The question remains what the function of breaching is for basking sharks. We are still far from certain what the function of breaching is for many aquatic species, but spinner dolphins, blacktip sharks and humpback whales are known to breach to dislodge epiparasites17. Gore et al.9 noted that epiparasitic lampreys were not dislodged from basking sharks following breaching, suggesting that it may not function for parasite removal, or may require several breaches to dislodge such parasites. Breaching may be used to visually signal between spinner dolphins, and between humpback whales17. Basking sharks breached during the night-time as well as the daytime, and have small eyes, suggesting that breaching is unlikely to be a visual signal. However, breaching may play a role in acoustic communication between distant groups of sharks. Basking sharks can apparently detect weak electric signals produced by zooplankton18, and some elasmobranchs use electro-sensory cues during courtship19, suggesting that breaching could convey readiness to mate.

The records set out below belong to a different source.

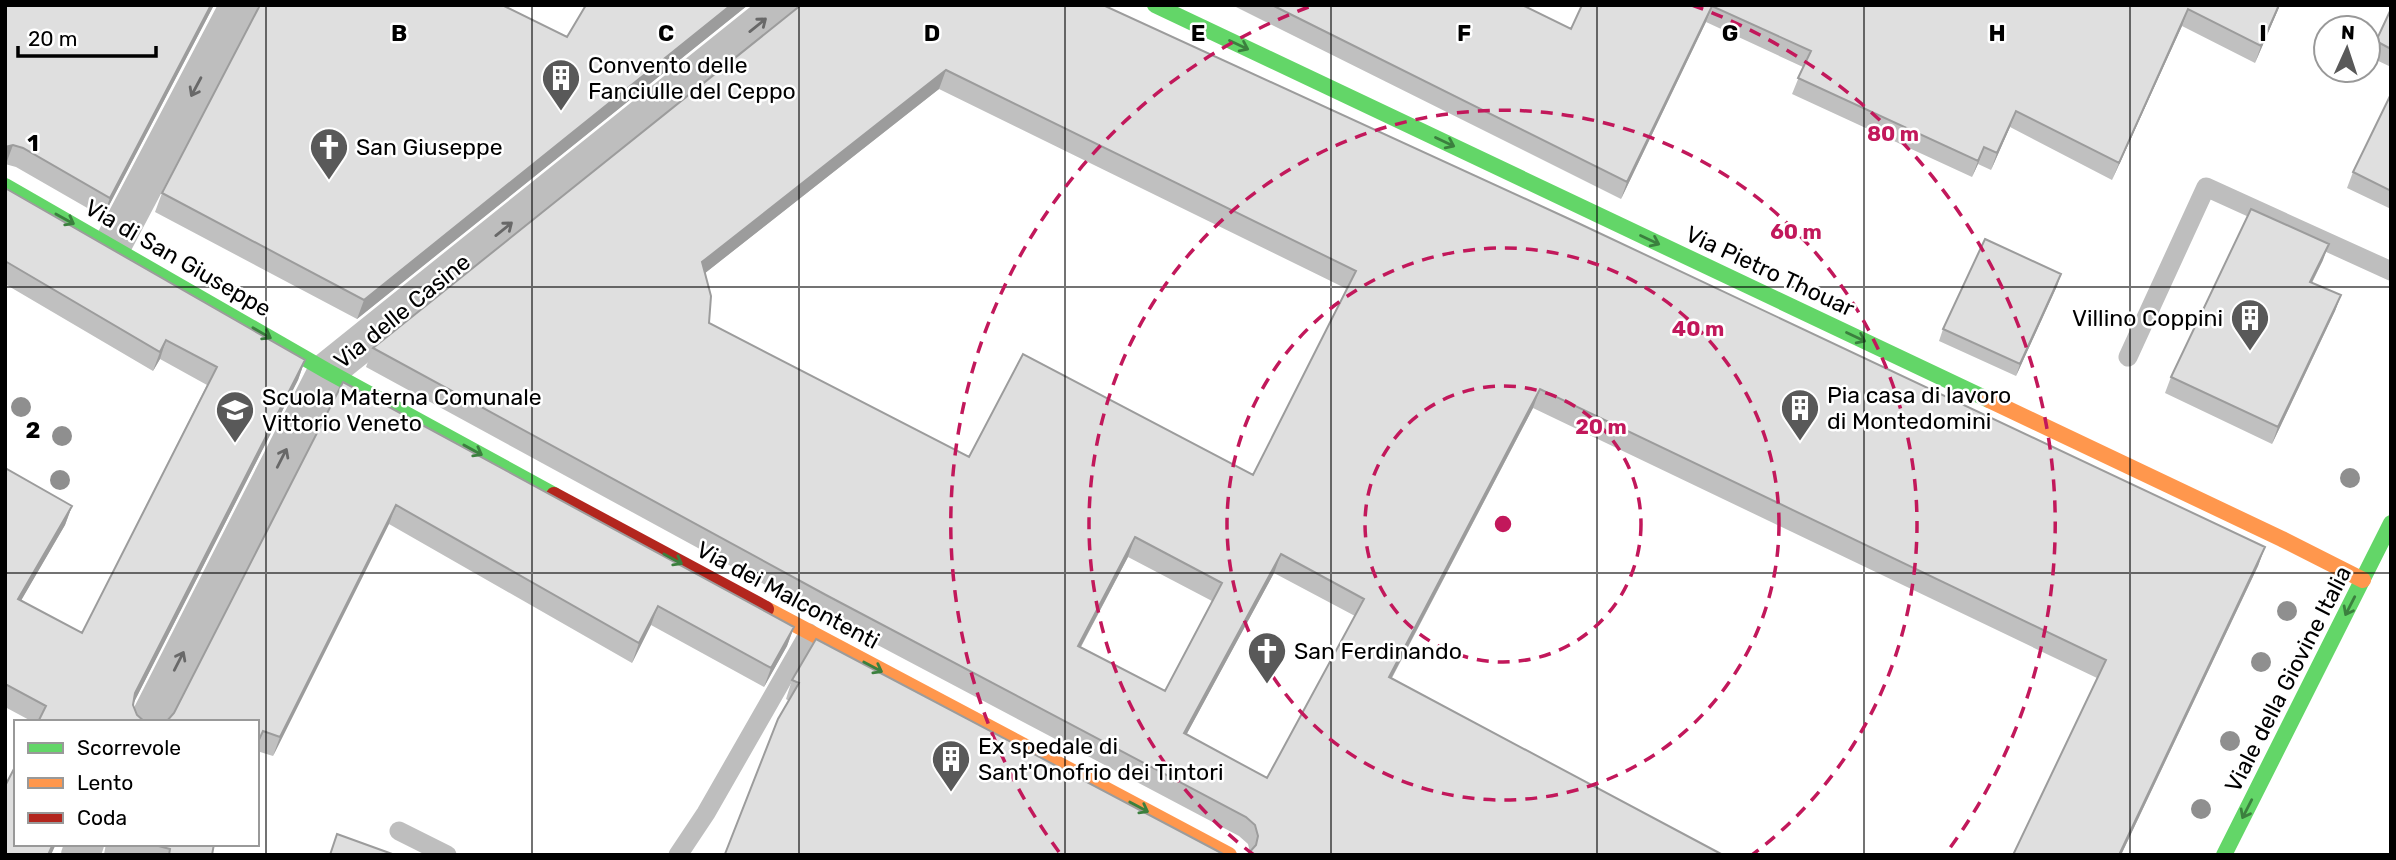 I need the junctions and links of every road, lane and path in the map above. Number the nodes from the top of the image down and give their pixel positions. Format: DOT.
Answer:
graph roads {
  1 [pos="239,5"];
  2 [pos="783,5"];
  3 [pos="1155,5"];
  4 [pos="5,186"];
  5 [pos="112,246"];
  6 [pos="2391,271"];
  7 [pos="2128,356"];
  8 [pos="327,371"];
  9 [pos="2391,523"];
  10 [pos="2363,580"];
  11 [pos="810,634"];
  12 [pos="149,720"];
  13 [pos="400,831"];
  14 [pos="447,855"];
  15 [pos="678,855"];
  16 [pos="1229,855"];
  17 [pos="2224,855"];
  1 -- 5 [label="street, one-way"];
  8 -- 2 [label="street, Via delle Casine, one-way"];
  3 -- 10 [label="street, Via Pietro Thouar, one-way"];
  4 -- 5 [label="street, Via di San Giuseppe, one-way"];
  5 -- 8 [label="street, Via di San Giuseppe, one-way"];
  6 -- 7 [label="lane"];
  8 -- 11 [label="street, Via dei Malcontenti, one-way"];
  12 -- 8 [label="street, Via delle Casine, one-way"];
  9 -- 10 [label="street, Viale della Giovine Italia"];
  10 -- 17 [label="street, Viale della Giovine Italia, one-way"];
  11 -- 15 [label="lane"];
  11 -- 16 [label="street, Via dei Malcontenti, one-way"];
  13 -- 14 [label="lane"];
}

It thus seems possible that the acoustic signal of breaching could be detectable and useful to basking sharks. We have no information in the present study about the presence of other sharks during breaching, although future work using animal-borne acoustic proximity receivers on large numbers of sharks, or aerial drones, could provide insight into the social networks of basking sharks, and whether they breach in proximity to conspecifics. We propose that in the absence of a better explanation and given the predictable and persistent aggregations of basking sharks in Scottish waters, that breaching may be more likely to be related to intra-specific signalling, than anything else yet described.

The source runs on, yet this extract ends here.